Erdogan et Fidan rencontrent le nouveau ministre chinois des Affaires étrangères sur fond de méfiance
La Chine a tenu sa première réunion avec un pays de l'OTAN depuis que l'organisation a accusé le pays de Xi Jinping de "s'efforcer de renverser l'ordre international fondé sur des règles, y compris dans les domaines spatial, cybernétique et maritime", selon le communiqué publié à l'issue du sommet de Vilnius. A cette occasion, c'est le nouveau ministre des affaires étrangères, Wang Yi, qui a récemment succédé à feu Qin Gang, qui s'est rendu en Turquie pour rencontrer son homologue Hakan Fidan et le président Recep Tayyip Erdogan.
L'objectif de la réunion était d'améliorer les relations bilatérales entre les deux pays, selon la présidence ottomane. Erdogan a exprimé la volonté de son pays d'organiser la première réunion du groupe de travail de haut niveau, créé pour "aligner l'initiative chinoise Belt and Road avec le projet turc de Middle Corridor". L'idée de ce projet est d'utiliser le bassin de la mer Caspienne pour relier la frontière orientale de la Turquie aux pays voisins.
Parmi les sujets abordés, la coopération dans des secteurs tels que l'énergie nucléaire, l'agriculture, l'aviation civile, la culture et le tourisme. La Turquie a un besoin urgent de partenaires pour l'aider à surmonter la situation économique difficile qu'elle connaît depuis un certain temps. D'où la volonté du président de se démarquer du communiqué de l'Alliance atlantique, dont la Turquie est membre.
Pourtant, Erdogan s'était déjà montré plus conciliant à l'égard de Pékin : "A une époque où les risques pour la sécurité mondiale augmentent, il est naturel de faire progresser la coopération globale et le dialogue politique avec nos partenaires de la région Asie-Pacifique, tant au niveau bilatéral que par le biais de l'OTAN". Il a également affirmé que "durant la réunion, j'ai particulièrement insisté sur le fait que ces liens devaient être renforcés sans viser un pays tiers", en référence à la Chine.
Toutefois, les observateurs estiment que les belles paroles d'Erdogan pourraient ne pas suffire à établir des relations solides avec la Chine. La raison remonte à plusieurs années, lorsque le président a qualifié de génocide l'action de la Chine contre la minorité turque ouïghoure en 2009. Bien que les relations entre la Turquie et la Chine se soient progressivement améliorées après ces déclarations virulentes, certains experts ne sont pas convaincus que ces dissensions historiques sont prêtes à être surmontées.

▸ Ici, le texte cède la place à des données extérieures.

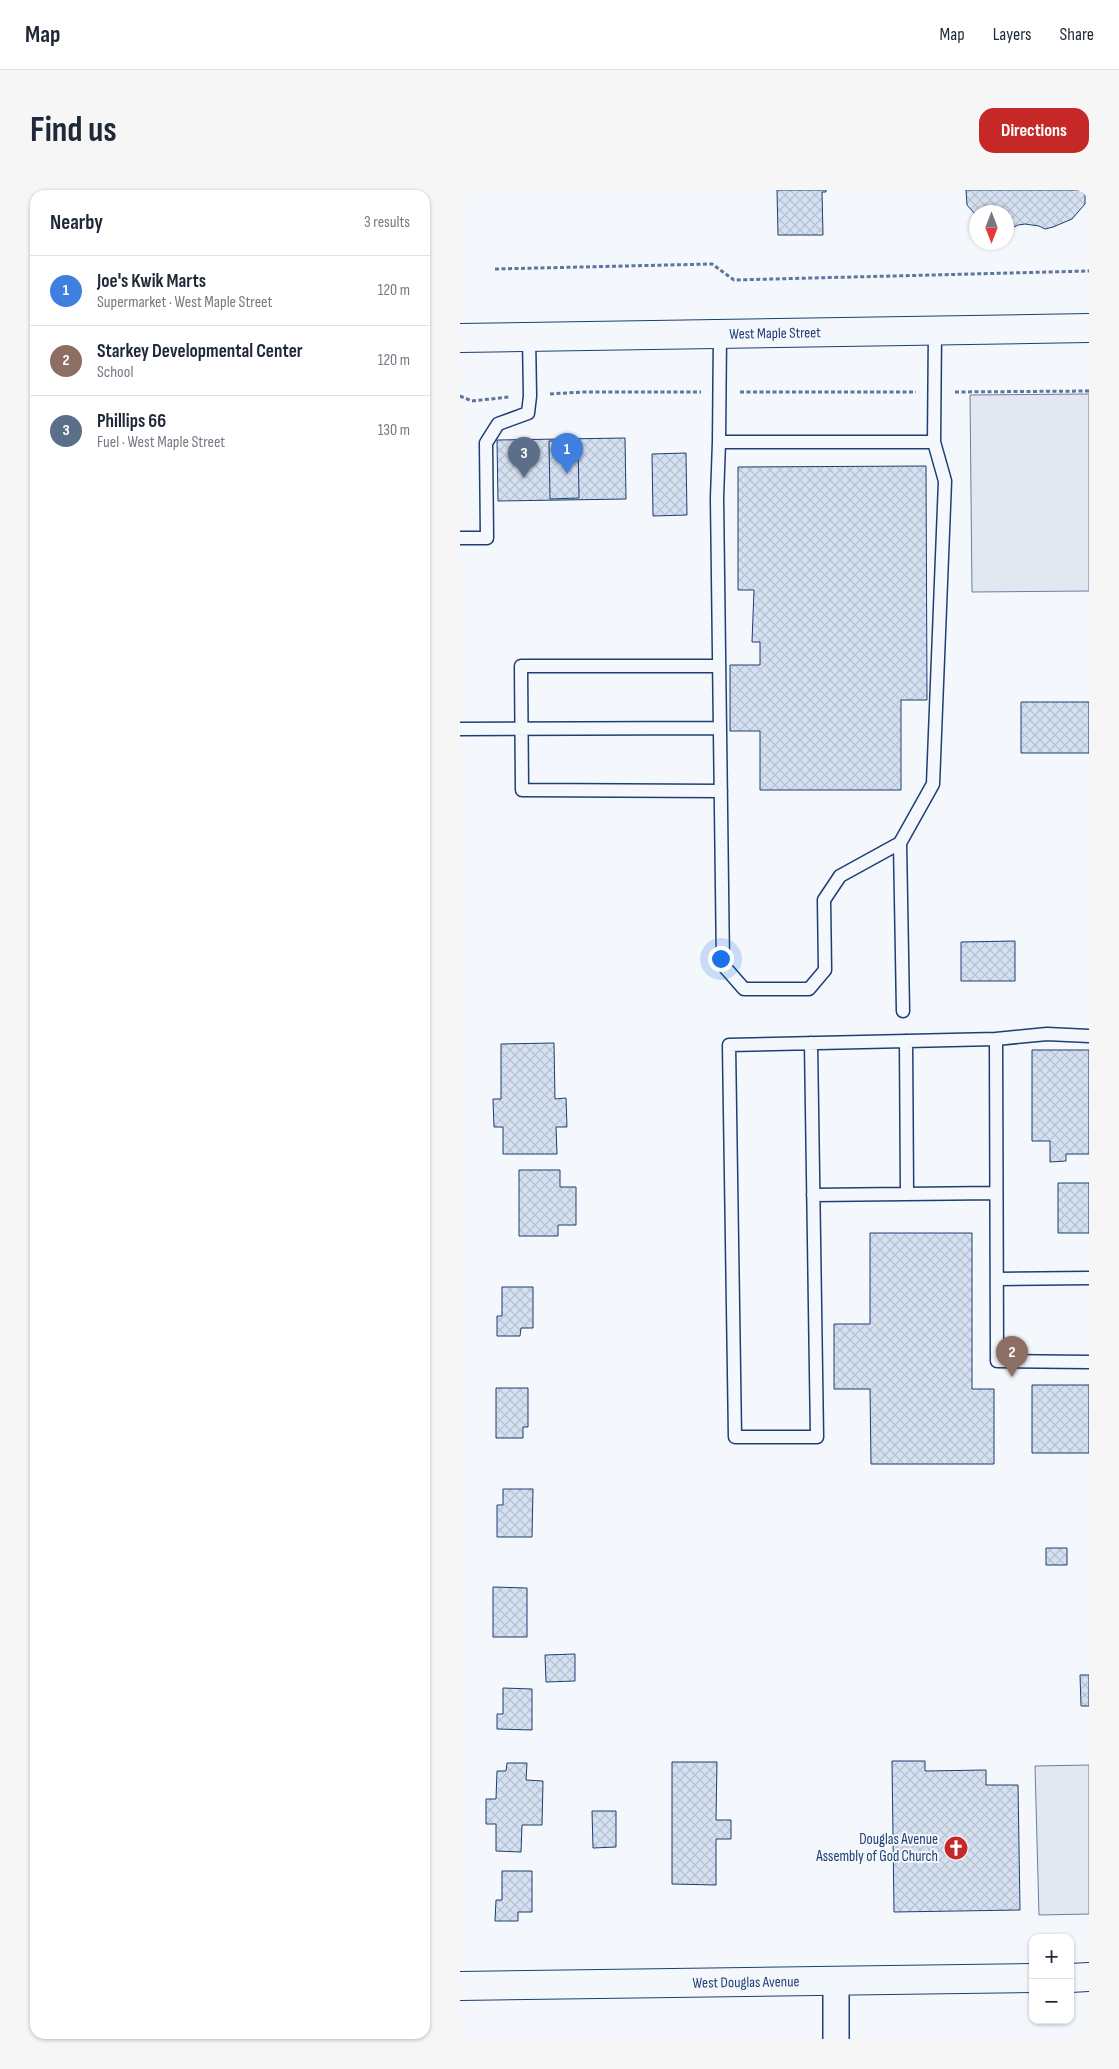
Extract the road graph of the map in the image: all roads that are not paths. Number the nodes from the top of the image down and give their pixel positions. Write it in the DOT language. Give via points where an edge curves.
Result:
graph roads {
  1 [pos="1089,328"];
  2 [pos="935,331"];
  3 [pos="720,335"];
  4 [pos="530,337"];
  5 [pos="460,338"];
  6 [pos="719,442"];
  7 [pos="934,442"];
  8 [pos="460,538"];
  9 [pos="719,666"];
  10 [pos="720,728"];
  11 [pos="460,729"];
  12 [pos="522,729"];
  13 [pos="721,792"];
  14 [pos="900,843"];
  15 [pos="903,1012"];
  16 [pos="1089,1036"];
  17 [pos="996,1039"];
  18 [pos="906,1041"];
  19 [pos="811,1043"];
  20 [pos="996,1193"];
  21 [pos="813,1194"];
  22 [pos="907,1194"];
  23 [pos="1089,1278"];
  24 [pos="997,1279"];
  25 [pos="1089,1362"];
  26 [pos="1029,1978"];
  27 [pos="1074,1978"];
  28 [pos="1089,1978"];
  29 [pos="836,1981"];
  30 [pos="460,1986"];
  31 [pos="836,2039"];
  1 -- 2 [label="main road, West Maple Street"];
  2 -- 3 [label="main road, West Maple Street"];
  2 -- 7 [label="lane"];
  3 -- 4 [label="main road, West Maple Street"];
  3 -- 6 [label="lane"];
  4 -- 5 [label="main road, West Maple Street"];
  4 -- 8 [label="lane" via="528,413 498,424 486,443 488,538"];
  6 -- 7 [label="lane"];
  6 -- 9 [label="lane"];
  7 -- 14 [label="lane" via="945,481 933,784"];
  9 -- 10 [label="lane"];
  9 -- 12 [label="lane" via="521,666"];
  10 -- 12 [label="lane"];
  10 -- 13 [label="lane"];
  11 -- 12 [label="lane"];
  12 -- 13 [label="lane" via="522,790"];
  13 -- 14 [label="lane" via="723,964 744,989 808,989 825,970 824,900 829,892 840,876"];
  14 -- 15 [label="lane"];
  16 -- 17 [label="lane" via="1047,1034"];
  17 -- 18 [label="lane"];
  17 -- 20 [label="lane"];
  18 -- 19 [label="lane"];
  18 -- 22 [label="lane"];
  19 -- 21 [label="lane"];
  19 -- 21 [label="lane" via="729,1045 735,1437 817,1437"];
  20 -- 22 [label="lane"];
  20 -- 24 [label="lane"];
  21 -- 22 [label="lane"];
  23 -- 24 [label="lane"];
  24 -- 25 [label="lane" via="997,1361"];
  26 -- 29 [label="main road, West Douglas Avenue"];
  27 -- 28 [label="main road"];
  29 -- 30 [label="main road, West Douglas Avenue"];
  29 -- 31 [label="street"];
}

Pékin n'entrevoit pas encore une relation de pleine confiance. Soner Cagaptay, directeur du programme de recherche sur la Turquie à l'Institut de Washington pour la politique du Proche-Orient, a déclaré à Al-Monitor que "ce qui est au cœur de ce problème [le manque de confiance], ce sont les liens profonds et historiques de la Turquie avec la diaspora ouïgoure et, bien sûr, avec les Ouïgours en Chine même".
Si une chose est claire, c'est que la Turquie, au-delà des problèmes historiques avec le géant asiatique, est engagée dans une recherche exhaustive de partenaires économiques, ce qu'elle n'essaie pas de cacher non plus. Les récentes visites dans les États du Golfe sont une nouvelle preuve des intentions ottomanes et du besoin urgent de revenus. À son arrivée en Arabie saoudite, Erdogan a déclaré que sa tournée au Moyen-Orient visait à accroître "les activités conjointes d'investissement et de commerce avec ces pays".
Il espère maintenant ajouter la Chine à cette liste de pays sur lesquels il compte pour atténuer la situation économique difficile de son pays. Mais la tâche ne s'annonce pas facile, malgré les efforts de la Turquie pour se dissocier de la confrontation de l'OTAN avec la Chine.